* **Dataset excerpts**:
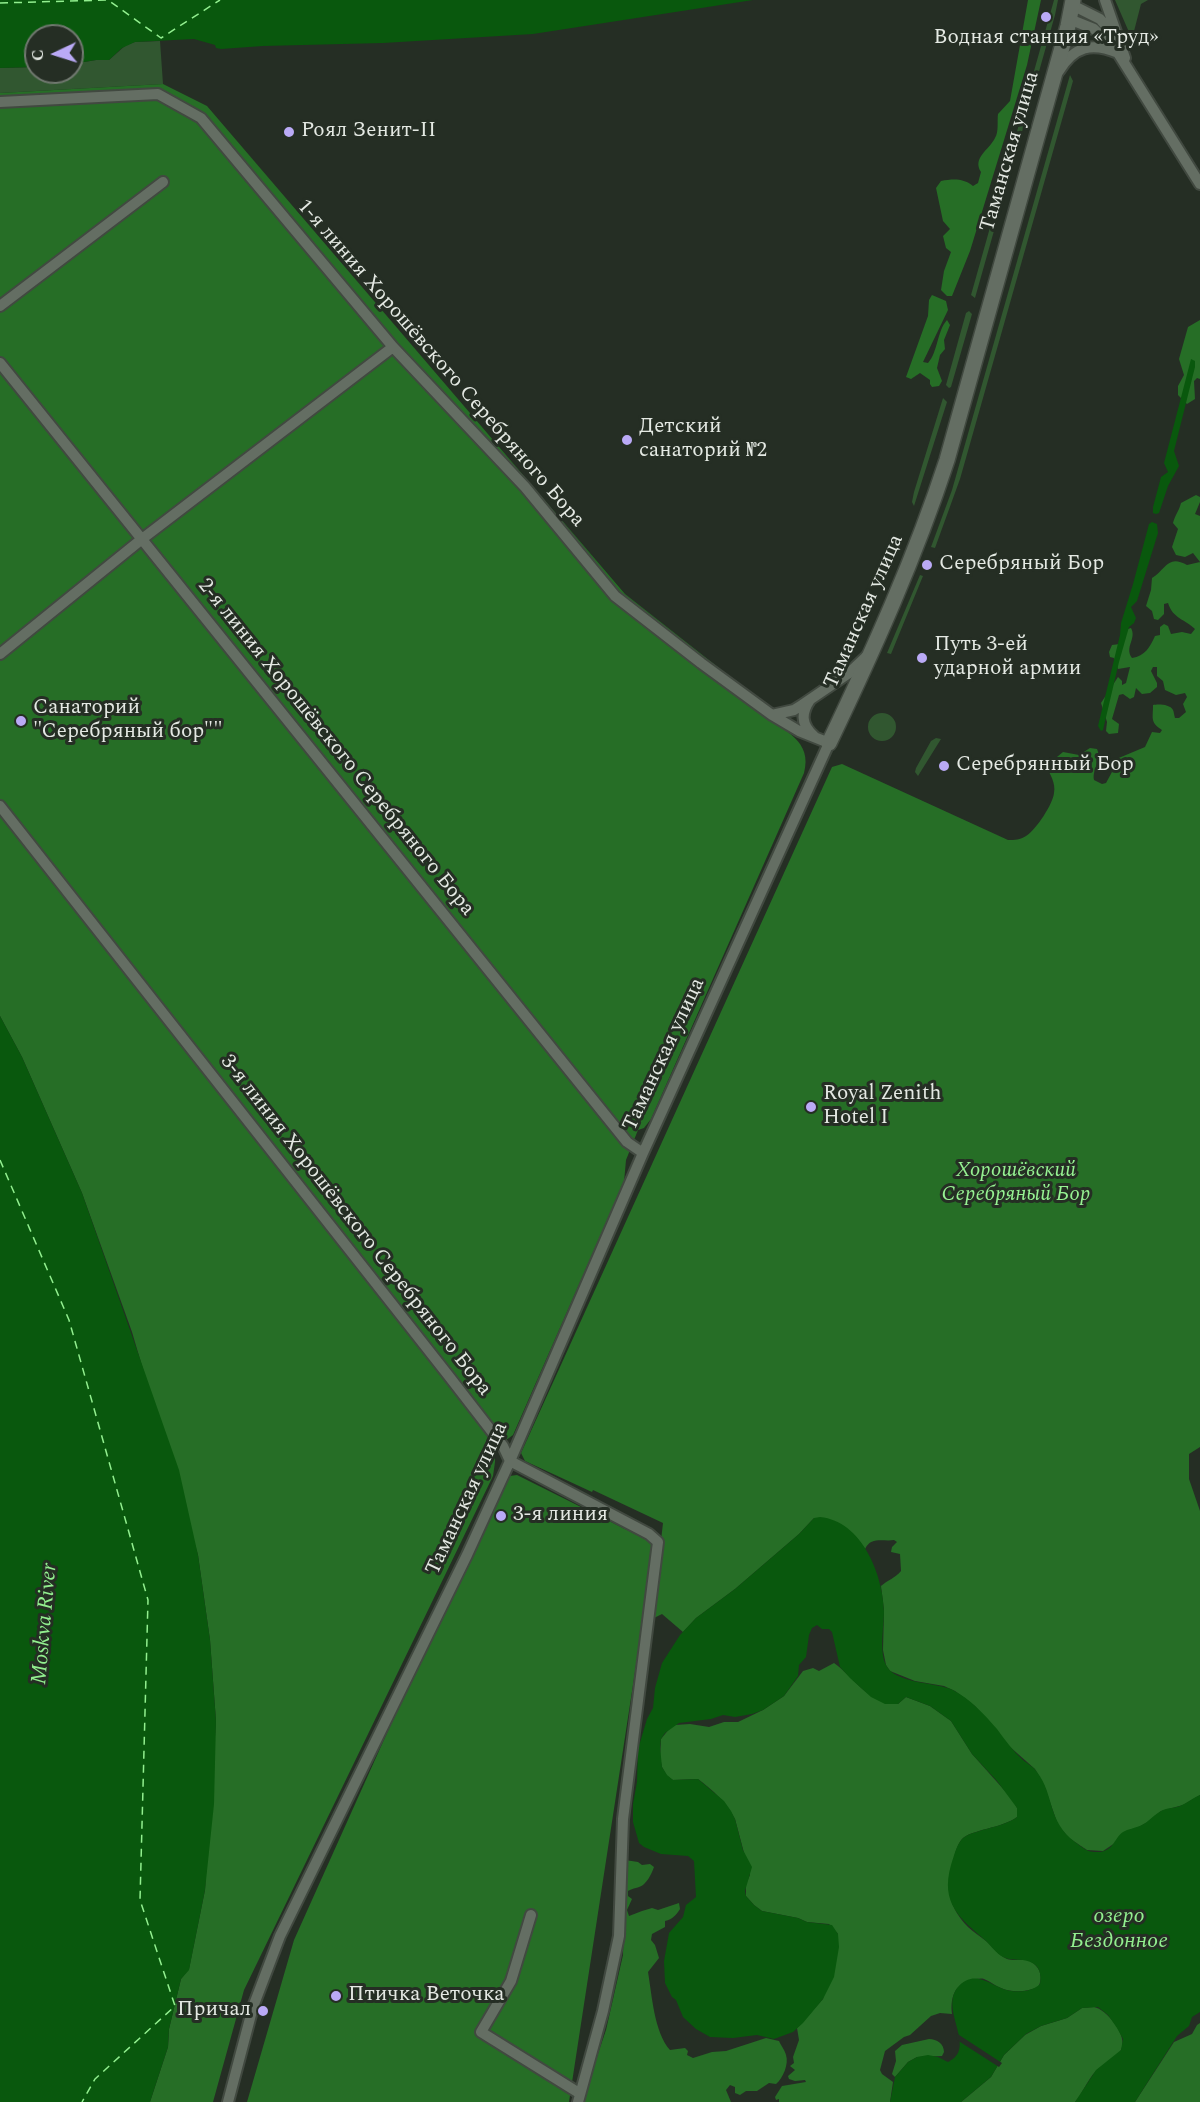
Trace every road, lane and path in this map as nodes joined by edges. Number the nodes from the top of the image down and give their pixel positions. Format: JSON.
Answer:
{"nodes":[{"id":1,"x":1106,"y":0,"type":"edge"},
{"id":2,"x":1072,"y":8,"type":"edge"},
{"id":3,"x":1120,"y":52,"type":"junction"},
{"id":4,"x":1053,"y":81,"type":"junction"},
{"id":5,"x":0,"y":102,"type":"edge"},
{"id":6,"x":163,"y":182,"type":"dead end"},
{"id":7,"x":1200,"y":184,"type":"edge"},
{"id":8,"x":0,"y":306,"type":"edge"},
{"id":9,"x":393,"y":347,"type":"junction"},
{"id":10,"x":0,"y":363,"type":"edge"},
{"id":11,"x":142,"y":538,"type":"junction"},
{"id":12,"x":0,"y":654,"type":"edge"},
{"id":13,"x":853,"y":679,"type":"junction"},
{"id":14,"x":810,"y":700,"type":"junction"},
{"id":15,"x":772,"y":715,"type":"junction"},
{"id":16,"x":822,"y":741,"type":"junction"},
{"id":17,"x":0,"y":806,"type":"edge"},
{"id":18,"x":643,"y":1153,"type":"junction"},
{"id":19,"x":510,"y":1461,"type":"junction"},
{"id":20,"x":531,"y":1915,"type":"dead end"},
{"id":21,"x":578,"y":2098,"type":"edge"},
{"id":22,"x":228,"y":2102,"type":"edge"}],
"edges":[{"from":1,"to":3,"type":"street"},
{"from":2,"to":3,"type":"street"},
{"from":2,"to":4,"type":"street","name":"Таманская улица"},
{"from":3,"to":4,"type":"street"},
{"from":3,"to":7,"type":"street"},
{"from":4,"to":13,"type":"street","name":"Таманская улица"},
{"from":5,"to":9,"type":"street","name":"1-я линия Хорошёвского Серебряного Бора"},
{"from":6,"to":8,"type":"street"},
{"from":9,"to":11,"type":"street"},
{"from":9,"to":15,"type":"street","name":"1-я линия Хорошёвского Серебряного Бора"},
{"from":10,"to":11,"type":"street","name":"2-я линия Хорошёвского Серебряного Бора"},
{"from":11,"to":12,"type":"street"},
{"from":11,"to":18,"type":"street","name":"2-я линия Хорошёвского Серебряного Бора"},
{"from":13,"to":14,"type":"street"},
{"from":13,"to":16,"type":"street","name":"Таманская улица"},
{"from":14,"to":15,"type":"street"},
{"from":14,"to":16,"type":"street"},
{"from":15,"to":16,"type":"street","name":"1-я линия Хорошёвского Серебряного Бора"},
{"from":16,"to":18,"type":"street","name":"Таманская улица"},
{"from":17,"to":19,"type":"street","name":"3-я линия Хорошёвского Серебряного Бора"},
{"from":18,"to":19,"type":"street","name":"Таманская улица"},
{"from":19,"to":21,"type":"street"},
{"from":19,"to":22,"type":"street","name":"Таманская улица"},
{"from":20,"to":21,"type":"street"}]}
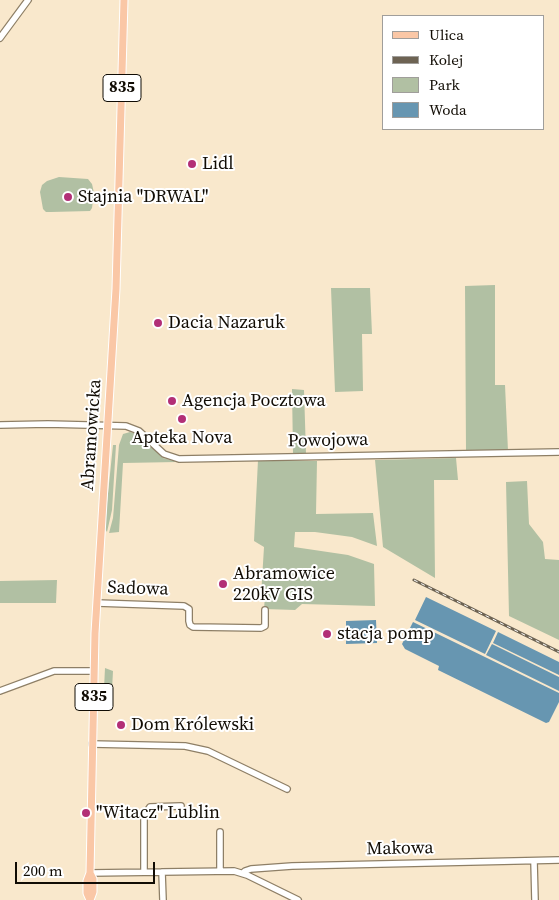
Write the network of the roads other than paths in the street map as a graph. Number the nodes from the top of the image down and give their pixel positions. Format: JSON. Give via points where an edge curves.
{"nodes":[{"id":1,"x":28,"y":0,"type":"edge"},
{"id":2,"x":124,"y":0,"type":"edge"},
{"id":3,"x":0,"y":38,"type":"edge"},
{"id":4,"x":0,"y":425,"type":"edge"},
{"id":5,"x":107,"y":425,"type":"junction"},
{"id":6,"x":559,"y":452,"type":"edge"},
{"id":7,"x":97,"y":603,"type":"junction"},
{"id":8,"x":265,"y":610,"type":"dead end"},
{"id":9,"x":94,"y":671,"type":"junction"},
{"id":10,"x":0,"y":691,"type":"edge"},
{"id":11,"x":92,"y":744,"type":"junction"},
{"id":12,"x":287,"y":788,"type":"dead end"},
{"id":13,"x":182,"y":806,"type":"dead end"},
{"id":14,"x":220,"y":832,"type":"dead end"},
{"id":15,"x":559,"y":860,"type":"edge"},
{"id":16,"x":534,"y":861,"type":"junction"},
{"id":17,"x":220,"y":870,"type":"junction"},
{"id":18,"x":144,"y":872,"type":"junction"},
{"id":19,"x":162,"y":872,"type":"junction"},
{"id":20,"x":90,"y":873,"type":"junction"},
{"id":21,"x":243,"y":874,"type":"junction"},
{"id":22,"x":287,"y":898,"type":"edge"},
{"id":23,"x":90,"y":900,"type":"edge"},
{"id":24,"x":163,"y":900,"type":"edge"},
{"id":25,"x":298,"y":900,"type":"edge"},
{"id":26,"x":535,"y":900,"type":"edge"}],
"edges":[{"from":1,"to":3,"type":"street"},
{"from":2,"to":5,"type":"main road","name":"Abramowicka","number":"835","via":[[118,263]]},
{"from":4,"to":5,"type":"street","name":"Powojowa"},
{"from":5,"to":6,"type":"street","name":"Powojowa","via":[[137,430],[164,454],[179,459]]},
{"from":5,"to":7,"type":"main road","name":"Abramowicka","number":"835"},
{"from":7,"to":8,"type":"street","name":"Sadowa","via":[[184,606],[189,609],[193,627],[261,628],[265,626]]},
{"from":7,"to":9,"type":"main road","name":"Abramowicka","number":"835"},
{"from":9,"to":10,"type":"street","via":[[54,671]]},
{"from":9,"to":11,"type":"main road","name":"Abramowicka","number":"835"},
{"from":11,"to":12,"type":"street","via":[[185,746],[208,751]]},
{"from":11,"to":20,"type":"main road","name":"Abramowicka","number":"835"},
{"from":13,"to":18,"type":"street","via":[[150,807],[144,816]]},
{"from":14,"to":17,"type":"street"},
{"from":15,"to":16,"type":"street","name":"Makowa"},
{"from":16,"to":21,"type":"street","name":"Makowa","via":[[292,866],[251,868]]},
{"from":16,"to":26,"type":"street"},
{"from":17,"to":19,"type":"street"},
{"from":17,"to":21,"type":"street"},
{"from":18,"to":19,"type":"street"},
{"from":18,"to":20,"type":"street"},
{"from":19,"to":24,"type":"street"},
{"from":20,"to":23,"type":"main road","name":"Abramowicka","number":"835","via":[[93,892]]},
{"from":21,"to":22,"type":"street"},
{"from":22,"to":25,"type":"street"}]}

* **Task statement**: Copy out the listing above in full and keep the pictures out.

* **Problem solution**:
Trace every road, lane and path in this map as nodes joined by edges. Number the nodes from the top of the image down and give their pixel positions. Format: JSON.
Answer:
{"nodes":[{"id":1,"x":1106,"y":0,"type":"edge"},
{"id":2,"x":1072,"y":8,"type":"edge"},
{"id":3,"x":1120,"y":52,"type":"junction"},
{"id":4,"x":1053,"y":81,"type":"junction"},
{"id":5,"x":0,"y":102,"type":"edge"},
{"id":6,"x":163,"y":182,"type":"dead end"},
{"id":7,"x":1200,"y":184,"type":"edge"},
{"id":8,"x":0,"y":306,"type":"edge"},
{"id":9,"x":393,"y":347,"type":"junction"},
{"id":10,"x":0,"y":363,"type":"edge"},
{"id":11,"x":142,"y":538,"type":"junction"},
{"id":12,"x":0,"y":654,"type":"edge"},
{"id":13,"x":853,"y":679,"type":"junction"},
{"id":14,"x":810,"y":700,"type":"junction"},
{"id":15,"x":772,"y":715,"type":"junction"},
{"id":16,"x":822,"y":741,"type":"junction"},
{"id":17,"x":0,"y":806,"type":"edge"},
{"id":18,"x":643,"y":1153,"type":"junction"},
{"id":19,"x":510,"y":1461,"type":"junction"},
{"id":20,"x":531,"y":1915,"type":"dead end"},
{"id":21,"x":578,"y":2098,"type":"edge"},
{"id":22,"x":228,"y":2102,"type":"edge"}],
"edges":[{"from":1,"to":3,"type":"street"},
{"from":2,"to":3,"type":"street"},
{"from":2,"to":4,"type":"street","name":"Таманская улица"},
{"from":3,"to":4,"type":"street"},
{"from":3,"to":7,"type":"street"},
{"from":4,"to":13,"type":"street","name":"Таманская улица"},
{"from":5,"to":9,"type":"street","name":"1-я линия Хорошёвского Серебряного Бора"},
{"from":6,"to":8,"type":"street"},
{"from":9,"to":11,"type":"street"},
{"from":9,"to":15,"type":"street","name":"1-я линия Хорошёвского Серебряного Бора"},
{"from":10,"to":11,"type":"street","name":"2-я линия Хорошёвского Серебряного Бора"},
{"from":11,"to":12,"type":"street"},
{"from":11,"to":18,"type":"street","name":"2-я линия Хорошёвского Серебряного Бора"},
{"from":13,"to":14,"type":"street"},
{"from":13,"to":16,"type":"street","name":"Таманская улица"},
{"from":14,"to":15,"type":"street"},
{"from":14,"to":16,"type":"street"},
{"from":15,"to":16,"type":"street","name":"1-я линия Хорошёвского Серебряного Бора"},
{"from":16,"to":18,"type":"street","name":"Таманская улица"},
{"from":17,"to":19,"type":"street","name":"3-я линия Хорошёвского Серебряного Бора"},
{"from":18,"to":19,"type":"street","name":"Таманская улица"},
{"from":19,"to":21,"type":"street"},
{"from":19,"to":22,"type":"street","name":"Таманская улица"},
{"from":20,"to":21,"type":"street"}]}
Write the network of the roads other than paths in the street map as a graph. Number the nodes from the top of the image down and give their pixel positions. Format: JSON. Give via points where an edge curves.
{"nodes":[{"id":1,"x":28,"y":0,"type":"edge"},
{"id":2,"x":124,"y":0,"type":"edge"},
{"id":3,"x":0,"y":38,"type":"edge"},
{"id":4,"x":0,"y":425,"type":"edge"},
{"id":5,"x":107,"y":425,"type":"junction"},
{"id":6,"x":559,"y":452,"type":"edge"},
{"id":7,"x":97,"y":603,"type":"junction"},
{"id":8,"x":265,"y":610,"type":"dead end"},
{"id":9,"x":94,"y":671,"type":"junction"},
{"id":10,"x":0,"y":691,"type":"edge"},
{"id":11,"x":92,"y":744,"type":"junction"},
{"id":12,"x":287,"y":788,"type":"dead end"},
{"id":13,"x":182,"y":806,"type":"dead end"},
{"id":14,"x":220,"y":832,"type":"dead end"},
{"id":15,"x":559,"y":860,"type":"edge"},
{"id":16,"x":534,"y":861,"type":"junction"},
{"id":17,"x":220,"y":870,"type":"junction"},
{"id":18,"x":144,"y":872,"type":"junction"},
{"id":19,"x":162,"y":872,"type":"junction"},
{"id":20,"x":90,"y":873,"type":"junction"},
{"id":21,"x":243,"y":874,"type":"junction"},
{"id":22,"x":287,"y":898,"type":"edge"},
{"id":23,"x":90,"y":900,"type":"edge"},
{"id":24,"x":163,"y":900,"type":"edge"},
{"id":25,"x":298,"y":900,"type":"edge"},
{"id":26,"x":535,"y":900,"type":"edge"}],
"edges":[{"from":1,"to":3,"type":"street"},
{"from":2,"to":5,"type":"main road","name":"Abramowicka","number":"835","via":[[118,263]]},
{"from":4,"to":5,"type":"street","name":"Powojowa"},
{"from":5,"to":6,"type":"street","name":"Powojowa","via":[[137,430],[164,454],[179,459]]},
{"from":5,"to":7,"type":"main road","name":"Abramowicka","number":"835"},
{"from":7,"to":8,"type":"street","name":"Sadowa","via":[[184,606],[189,609],[193,627],[261,628],[265,626]]},
{"from":7,"to":9,"type":"main road","name":"Abramowicka","number":"835"},
{"from":9,"to":10,"type":"street","via":[[54,671]]},
{"from":9,"to":11,"type":"main road","name":"Abramowicka","number":"835"},
{"from":11,"to":12,"type":"street","via":[[185,746],[208,751]]},
{"from":11,"to":20,"type":"main road","name":"Abramowicka","number":"835"},
{"from":13,"to":18,"type":"street","via":[[150,807],[144,816]]},
{"from":14,"to":17,"type":"street"},
{"from":15,"to":16,"type":"street","name":"Makowa"},
{"from":16,"to":21,"type":"street","name":"Makowa","via":[[292,866],[251,868]]},
{"from":16,"to":26,"type":"street"},
{"from":17,"to":19,"type":"street"},
{"from":17,"to":21,"type":"street"},
{"from":18,"to":19,"type":"street"},
{"from":18,"to":20,"type":"street"},
{"from":19,"to":24,"type":"street"},
{"from":20,"to":23,"type":"main road","name":"Abramowicka","number":"835","via":[[93,892]]},
{"from":21,"to":22,"type":"street"},
{"from":22,"to":25,"type":"street"}]}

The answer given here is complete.